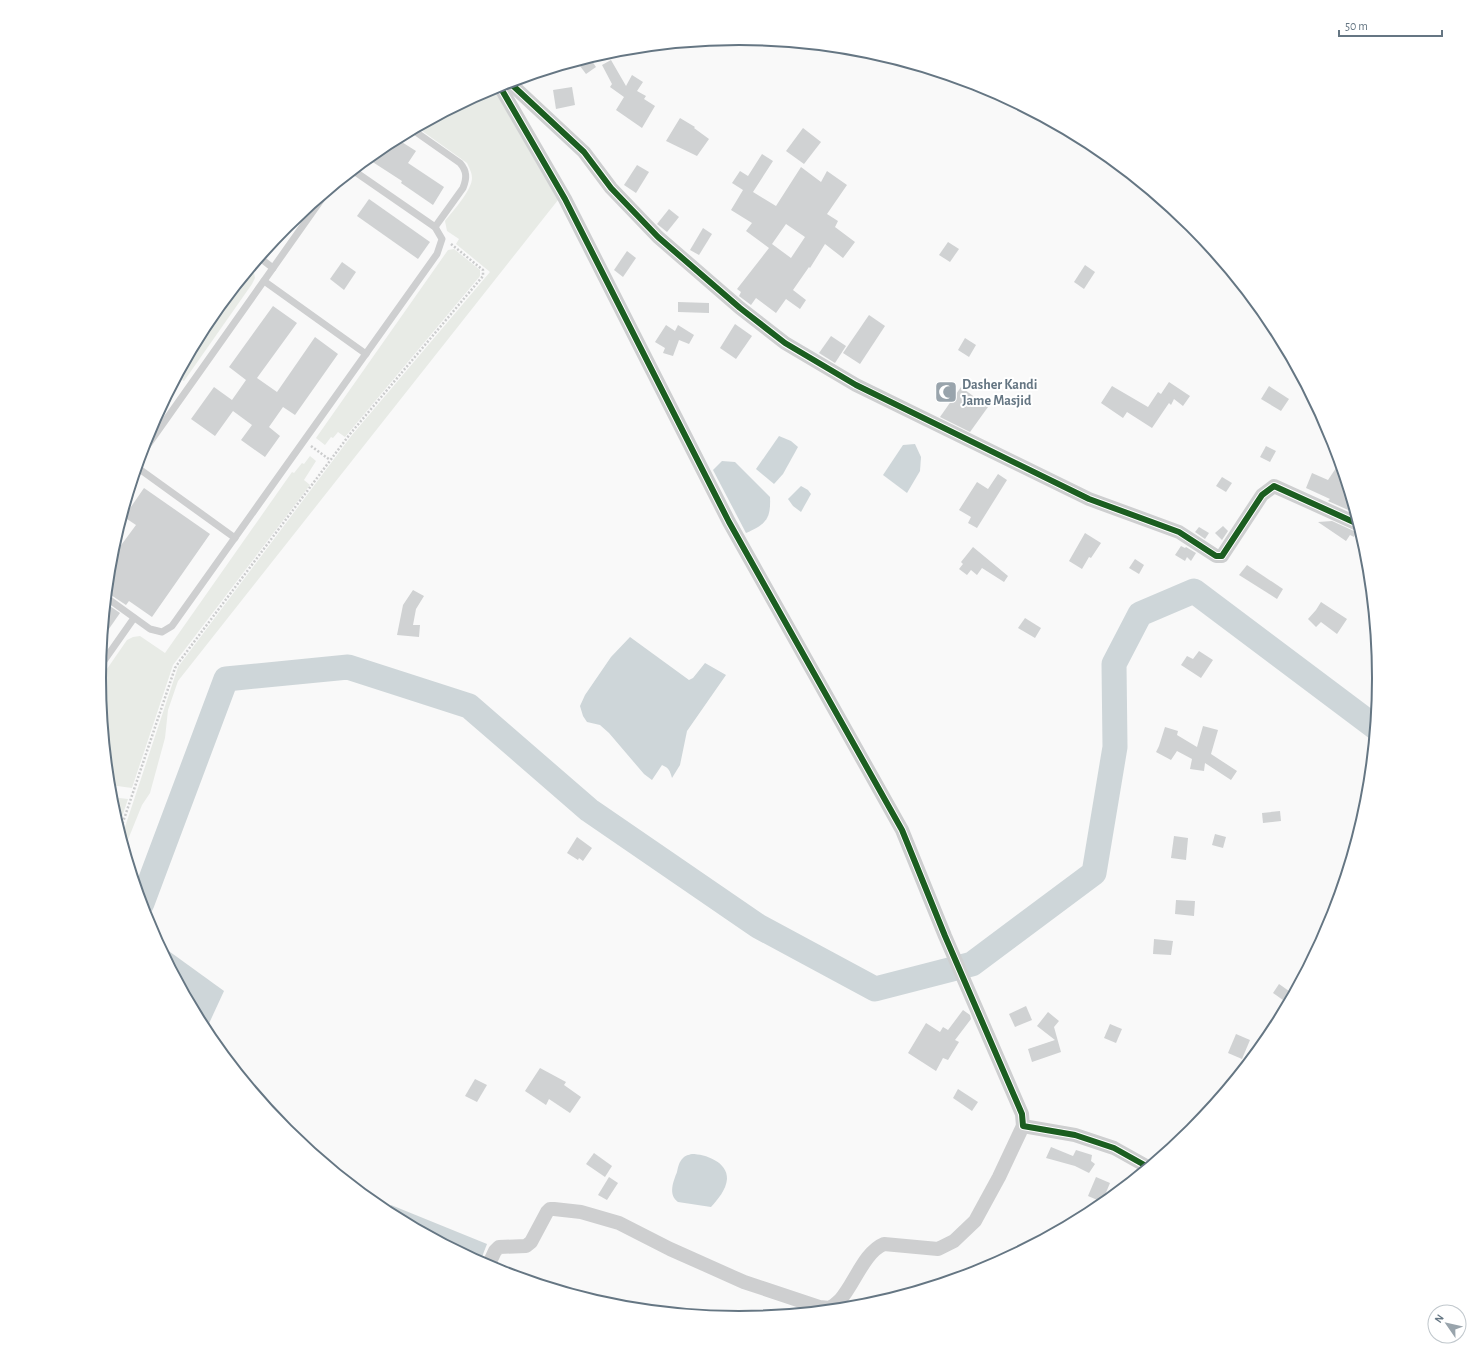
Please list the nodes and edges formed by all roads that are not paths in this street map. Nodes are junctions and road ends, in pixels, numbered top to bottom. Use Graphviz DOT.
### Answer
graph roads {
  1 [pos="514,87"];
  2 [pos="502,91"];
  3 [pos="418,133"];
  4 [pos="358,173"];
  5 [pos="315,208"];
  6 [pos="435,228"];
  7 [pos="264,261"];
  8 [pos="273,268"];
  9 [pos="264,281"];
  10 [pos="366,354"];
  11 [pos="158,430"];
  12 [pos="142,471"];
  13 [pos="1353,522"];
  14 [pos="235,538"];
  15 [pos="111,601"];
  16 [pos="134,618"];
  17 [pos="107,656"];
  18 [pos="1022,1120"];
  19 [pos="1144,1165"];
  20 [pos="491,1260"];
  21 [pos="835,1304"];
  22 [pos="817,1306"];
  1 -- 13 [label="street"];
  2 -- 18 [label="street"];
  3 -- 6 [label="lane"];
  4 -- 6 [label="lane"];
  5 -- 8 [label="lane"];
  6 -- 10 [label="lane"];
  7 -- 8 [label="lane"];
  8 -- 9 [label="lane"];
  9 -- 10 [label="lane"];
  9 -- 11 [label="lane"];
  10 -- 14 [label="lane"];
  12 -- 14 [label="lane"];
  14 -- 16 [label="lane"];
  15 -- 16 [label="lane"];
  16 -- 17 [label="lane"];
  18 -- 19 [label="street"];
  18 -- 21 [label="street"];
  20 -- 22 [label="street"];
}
• • •
■ **Task**
Set down all the lines above exactly as they appear, with no pictures.

■ **Task solution**
Please list the nodes and edges formed by all roads that are not paths in this street map. Nodes are junctions and road ends, in pixels, numbered top to bottom. Use Graphviz DOT.
### Answer
graph roads {
  1 [pos="514,87"];
  2 [pos="502,91"];
  3 [pos="418,133"];
  4 [pos="358,173"];
  5 [pos="315,208"];
  6 [pos="435,228"];
  7 [pos="264,261"];
  8 [pos="273,268"];
  9 [pos="264,281"];
  10 [pos="366,354"];
  11 [pos="158,430"];
  12 [pos="142,471"];
  13 [pos="1353,522"];
  14 [pos="235,538"];
  15 [pos="111,601"];
  16 [pos="134,618"];
  17 [pos="107,656"];
  18 [pos="1022,1120"];
  19 [pos="1144,1165"];
  20 [pos="491,1260"];
  21 [pos="835,1304"];
  22 [pos="817,1306"];
  1 -- 13 [label="street"];
  2 -- 18 [label="street"];
  3 -- 6 [label="lane"];
  4 -- 6 [label="lane"];
  5 -- 8 [label="lane"];
  6 -- 10 [label="lane"];
  7 -- 8 [label="lane"];
  8 -- 9 [label="lane"];
  9 -- 10 [label="lane"];
  9 -- 11 [label="lane"];
  10 -- 14 [label="lane"];
  12 -- 14 [label="lane"];
  14 -- 16 [label="lane"];
  15 -- 16 [label="lane"];
  16 -- 17 [label="lane"];
  18 -- 19 [label="street"];
  18 -- 21 [label="street"];
  20 -- 22 [label="street"];
}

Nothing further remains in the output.